Paride_Legovini · December 15, 2017, 7:06pm

Dear obspy-users (and developers!),

I'm downloading all the available data for a continental scale noise
cross-correlation study. It turns out it's a lot of data, and while the
mass downloader has proven itself very useful, it's still very slow. The
reasons for this slowness are the following.

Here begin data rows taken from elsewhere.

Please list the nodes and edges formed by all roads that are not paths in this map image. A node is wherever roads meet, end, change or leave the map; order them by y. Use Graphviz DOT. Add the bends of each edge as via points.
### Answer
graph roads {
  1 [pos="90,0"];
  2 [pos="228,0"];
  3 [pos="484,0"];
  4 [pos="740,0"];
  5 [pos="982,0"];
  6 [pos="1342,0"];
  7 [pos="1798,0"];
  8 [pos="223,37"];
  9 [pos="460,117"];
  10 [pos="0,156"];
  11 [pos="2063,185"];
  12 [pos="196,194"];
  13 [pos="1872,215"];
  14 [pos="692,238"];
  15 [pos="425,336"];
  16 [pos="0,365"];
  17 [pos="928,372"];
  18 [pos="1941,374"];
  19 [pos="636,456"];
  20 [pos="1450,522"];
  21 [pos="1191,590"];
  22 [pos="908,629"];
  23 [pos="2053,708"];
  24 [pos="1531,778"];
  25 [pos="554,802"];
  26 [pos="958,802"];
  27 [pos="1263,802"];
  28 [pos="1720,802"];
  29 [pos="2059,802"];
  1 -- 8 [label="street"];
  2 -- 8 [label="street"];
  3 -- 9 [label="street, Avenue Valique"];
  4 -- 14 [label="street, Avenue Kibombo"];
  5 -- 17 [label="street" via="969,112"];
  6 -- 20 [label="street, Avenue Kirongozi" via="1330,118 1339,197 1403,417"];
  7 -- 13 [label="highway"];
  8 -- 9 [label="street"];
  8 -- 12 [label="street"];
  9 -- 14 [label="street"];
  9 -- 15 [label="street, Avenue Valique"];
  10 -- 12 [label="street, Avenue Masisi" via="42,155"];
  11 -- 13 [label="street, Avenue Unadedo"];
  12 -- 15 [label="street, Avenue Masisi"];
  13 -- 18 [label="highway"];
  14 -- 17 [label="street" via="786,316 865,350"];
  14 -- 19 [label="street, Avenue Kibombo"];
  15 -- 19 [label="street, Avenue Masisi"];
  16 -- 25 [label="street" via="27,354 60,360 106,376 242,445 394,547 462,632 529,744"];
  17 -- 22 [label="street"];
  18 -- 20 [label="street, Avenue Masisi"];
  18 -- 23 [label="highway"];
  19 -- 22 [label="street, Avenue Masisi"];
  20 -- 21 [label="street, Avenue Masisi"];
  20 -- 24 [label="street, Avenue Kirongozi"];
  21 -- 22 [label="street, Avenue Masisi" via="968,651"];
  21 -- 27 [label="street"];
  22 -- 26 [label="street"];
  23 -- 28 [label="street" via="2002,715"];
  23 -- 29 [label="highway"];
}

1. I'm getting a lot of lines like:

obspy.clients.fdsn.mass_downloader - INFO: Client 'IRIS' - No data
available for request.

meaning that a request was made to the data center, but the requested
data was not available. As I'm requesting data spanning decades divided
in daily chunks, this means I'm making thousands of useless, slow
requests. AFAIK, the first thing obspy does when connecting to a data
center is requesting the data availability. Why then is it requesting
data that is not actually available?

2. It seems that the requests could be packed more efficiently.
Currently I get this kind of output when a download happens:

obspy.clients.fdsn.mass_downloader - INFO: Client 'IRIS' - Successfully
downloaded 5 channels (of 6)

but as I'm downloading LHZ data, way more that 6 channels would fit in a
request. Can this somehow be increased?

Thank you!

Paride

LionKrischer · December 16, 2017, 1:28am

Hi Paride,

meaning that a request was made to the data center, but the requested
data was not available. As I'm requesting data spanning decades divided
in daily chunks, this means I'm making thousands of useless, slow
requests. AFAIK, the first thing obspy does when connecting to a data
center is requesting the data availability. Why then is it requesting
data that is not actually available?

Getting reliable availability information from the data centers is
really hard. Most just tell you the epoch times of their channels but
that does not necessarily mean that there is actual waveform data
available as well - the mass downloader does take this into account -
thats why there are so many empty requests coming back. In the
particular case of IRIS I think we misinterpreted what the
`matchtimeseries` flag is actually doing - the result is that this might
actually miss some data if the `minimum_interstation_distance_in_m`
argument is used in some rare cases. But this should not affect your
downloads.

2. It seems that the requests could be packed more efficiently.
Currently I get this kind of output when a download happens:

obspy.clients.fdsn.mass_downloader - INFO: Client 'IRIS' - Successfully
downloaded 5 channels (of 6)

but as I'm downloading LHZ data, way more that 6 channels would fit in a
request. Can this somehow be increased?

Sure - 6 LHZ channels - but how long is each? ObsPy tries to batch
downloads by sending out bulk requests that should result in returned
data of X MB. It defaults to 20 - you can increase this by setting the
download_chunk_size_in_mb argument of the `.download()` method. Maybe 20
is actually too low and a higher value might be much faster. Please
report your findings to us if you experiment a bit with this.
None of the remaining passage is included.